## Provided material
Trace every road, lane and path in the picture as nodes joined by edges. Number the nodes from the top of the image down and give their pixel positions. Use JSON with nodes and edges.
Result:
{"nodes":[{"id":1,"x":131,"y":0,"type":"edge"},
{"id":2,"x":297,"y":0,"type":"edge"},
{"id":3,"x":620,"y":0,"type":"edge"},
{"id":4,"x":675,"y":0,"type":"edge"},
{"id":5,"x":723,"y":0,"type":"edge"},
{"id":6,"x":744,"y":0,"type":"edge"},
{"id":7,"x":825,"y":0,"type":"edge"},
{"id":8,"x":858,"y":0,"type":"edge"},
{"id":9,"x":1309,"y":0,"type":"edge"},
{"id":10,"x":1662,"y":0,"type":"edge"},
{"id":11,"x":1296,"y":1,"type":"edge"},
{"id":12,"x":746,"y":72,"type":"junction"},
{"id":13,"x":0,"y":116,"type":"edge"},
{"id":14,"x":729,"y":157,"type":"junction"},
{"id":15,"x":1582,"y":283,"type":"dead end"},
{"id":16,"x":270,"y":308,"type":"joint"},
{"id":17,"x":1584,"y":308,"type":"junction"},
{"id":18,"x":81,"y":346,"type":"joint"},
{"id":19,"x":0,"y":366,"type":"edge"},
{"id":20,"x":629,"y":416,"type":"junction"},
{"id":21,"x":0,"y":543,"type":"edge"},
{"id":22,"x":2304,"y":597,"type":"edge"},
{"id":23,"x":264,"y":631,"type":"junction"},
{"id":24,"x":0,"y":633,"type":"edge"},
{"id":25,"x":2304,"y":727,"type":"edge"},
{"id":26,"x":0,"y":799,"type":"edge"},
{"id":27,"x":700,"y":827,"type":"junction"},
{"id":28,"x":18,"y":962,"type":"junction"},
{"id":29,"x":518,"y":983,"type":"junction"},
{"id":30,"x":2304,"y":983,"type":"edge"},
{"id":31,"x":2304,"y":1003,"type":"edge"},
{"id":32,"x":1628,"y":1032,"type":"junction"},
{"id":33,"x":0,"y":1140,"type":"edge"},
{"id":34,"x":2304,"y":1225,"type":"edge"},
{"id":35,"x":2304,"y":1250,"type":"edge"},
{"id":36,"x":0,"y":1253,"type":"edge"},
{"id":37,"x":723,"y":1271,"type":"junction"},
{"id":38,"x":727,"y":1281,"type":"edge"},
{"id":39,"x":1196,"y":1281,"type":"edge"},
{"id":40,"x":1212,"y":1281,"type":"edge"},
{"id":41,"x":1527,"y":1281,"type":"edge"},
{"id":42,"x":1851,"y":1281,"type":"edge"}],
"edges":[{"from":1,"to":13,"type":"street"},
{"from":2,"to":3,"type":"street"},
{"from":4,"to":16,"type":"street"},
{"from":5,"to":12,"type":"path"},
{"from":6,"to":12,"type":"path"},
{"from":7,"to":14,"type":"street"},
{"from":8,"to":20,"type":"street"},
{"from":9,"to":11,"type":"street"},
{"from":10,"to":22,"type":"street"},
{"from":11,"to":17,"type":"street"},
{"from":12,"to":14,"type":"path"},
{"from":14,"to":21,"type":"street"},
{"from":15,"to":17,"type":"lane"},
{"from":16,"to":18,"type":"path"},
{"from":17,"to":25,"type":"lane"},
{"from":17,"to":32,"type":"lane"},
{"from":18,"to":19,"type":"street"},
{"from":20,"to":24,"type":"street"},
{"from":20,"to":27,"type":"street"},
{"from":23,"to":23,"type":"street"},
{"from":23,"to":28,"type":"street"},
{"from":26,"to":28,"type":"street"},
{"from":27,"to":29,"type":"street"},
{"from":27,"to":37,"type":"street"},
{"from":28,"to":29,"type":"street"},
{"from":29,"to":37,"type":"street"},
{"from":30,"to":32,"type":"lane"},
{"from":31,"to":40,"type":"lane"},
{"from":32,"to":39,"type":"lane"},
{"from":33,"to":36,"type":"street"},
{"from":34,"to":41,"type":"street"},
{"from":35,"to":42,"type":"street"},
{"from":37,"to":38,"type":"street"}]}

## What the task asks
Please restate every record above word for word.

## Solution for this exercise
Trace every road, lane and path in the picture as nodes joined by edges. Number the nodes from the top of the image down and give their pixel positions. Use JSON with nodes and edges.
Result:
{"nodes":[{"id":1,"x":131,"y":0,"type":"edge"},
{"id":2,"x":297,"y":0,"type":"edge"},
{"id":3,"x":620,"y":0,"type":"edge"},
{"id":4,"x":675,"y":0,"type":"edge"},
{"id":5,"x":723,"y":0,"type":"edge"},
{"id":6,"x":744,"y":0,"type":"edge"},
{"id":7,"x":825,"y":0,"type":"edge"},
{"id":8,"x":858,"y":0,"type":"edge"},
{"id":9,"x":1309,"y":0,"type":"edge"},
{"id":10,"x":1662,"y":0,"type":"edge"},
{"id":11,"x":1296,"y":1,"type":"edge"},
{"id":12,"x":746,"y":72,"type":"junction"},
{"id":13,"x":0,"y":116,"type":"edge"},
{"id":14,"x":729,"y":157,"type":"junction"},
{"id":15,"x":1582,"y":283,"type":"dead end"},
{"id":16,"x":270,"y":308,"type":"joint"},
{"id":17,"x":1584,"y":308,"type":"junction"},
{"id":18,"x":81,"y":346,"type":"joint"},
{"id":19,"x":0,"y":366,"type":"edge"},
{"id":20,"x":629,"y":416,"type":"junction"},
{"id":21,"x":0,"y":543,"type":"edge"},
{"id":22,"x":2304,"y":597,"type":"edge"},
{"id":23,"x":264,"y":631,"type":"junction"},
{"id":24,"x":0,"y":633,"type":"edge"},
{"id":25,"x":2304,"y":727,"type":"edge"},
{"id":26,"x":0,"y":799,"type":"edge"},
{"id":27,"x":700,"y":827,"type":"junction"},
{"id":28,"x":18,"y":962,"type":"junction"},
{"id":29,"x":518,"y":983,"type":"junction"},
{"id":30,"x":2304,"y":983,"type":"edge"},
{"id":31,"x":2304,"y":1003,"type":"edge"},
{"id":32,"x":1628,"y":1032,"type":"junction"},
{"id":33,"x":0,"y":1140,"type":"edge"},
{"id":34,"x":2304,"y":1225,"type":"edge"},
{"id":35,"x":2304,"y":1250,"type":"edge"},
{"id":36,"x":0,"y":1253,"type":"edge"},
{"id":37,"x":723,"y":1271,"type":"junction"},
{"id":38,"x":727,"y":1281,"type":"edge"},
{"id":39,"x":1196,"y":1281,"type":"edge"},
{"id":40,"x":1212,"y":1281,"type":"edge"},
{"id":41,"x":1527,"y":1281,"type":"edge"},
{"id":42,"x":1851,"y":1281,"type":"edge"}],
"edges":[{"from":1,"to":13,"type":"street"},
{"from":2,"to":3,"type":"street"},
{"from":4,"to":16,"type":"street"},
{"from":5,"to":12,"type":"path"},
{"from":6,"to":12,"type":"path"},
{"from":7,"to":14,"type":"street"},
{"from":8,"to":20,"type":"street"},
{"from":9,"to":11,"type":"street"},
{"from":10,"to":22,"type":"street"},
{"from":11,"to":17,"type":"street"},
{"from":12,"to":14,"type":"path"},
{"from":14,"to":21,"type":"street"},
{"from":15,"to":17,"type":"lane"},
{"from":16,"to":18,"type":"path"},
{"from":17,"to":25,"type":"lane"},
{"from":17,"to":32,"type":"lane"},
{"from":18,"to":19,"type":"street"},
{"from":20,"to":24,"type":"street"},
{"from":20,"to":27,"type":"street"},
{"from":23,"to":23,"type":"street"},
{"from":23,"to":28,"type":"street"},
{"from":26,"to":28,"type":"street"},
{"from":27,"to":29,"type":"street"},
{"from":27,"to":37,"type":"street"},
{"from":28,"to":29,"type":"street"},
{"from":29,"to":37,"type":"street"},
{"from":30,"to":32,"type":"lane"},
{"from":31,"to":40,"type":"lane"},
{"from":32,"to":39,"type":"lane"},
{"from":33,"to":36,"type":"street"},
{"from":34,"to":41,"type":"street"},
{"from":35,"to":42,"type":"street"},
{"from":37,"to":38,"type":"street"}]}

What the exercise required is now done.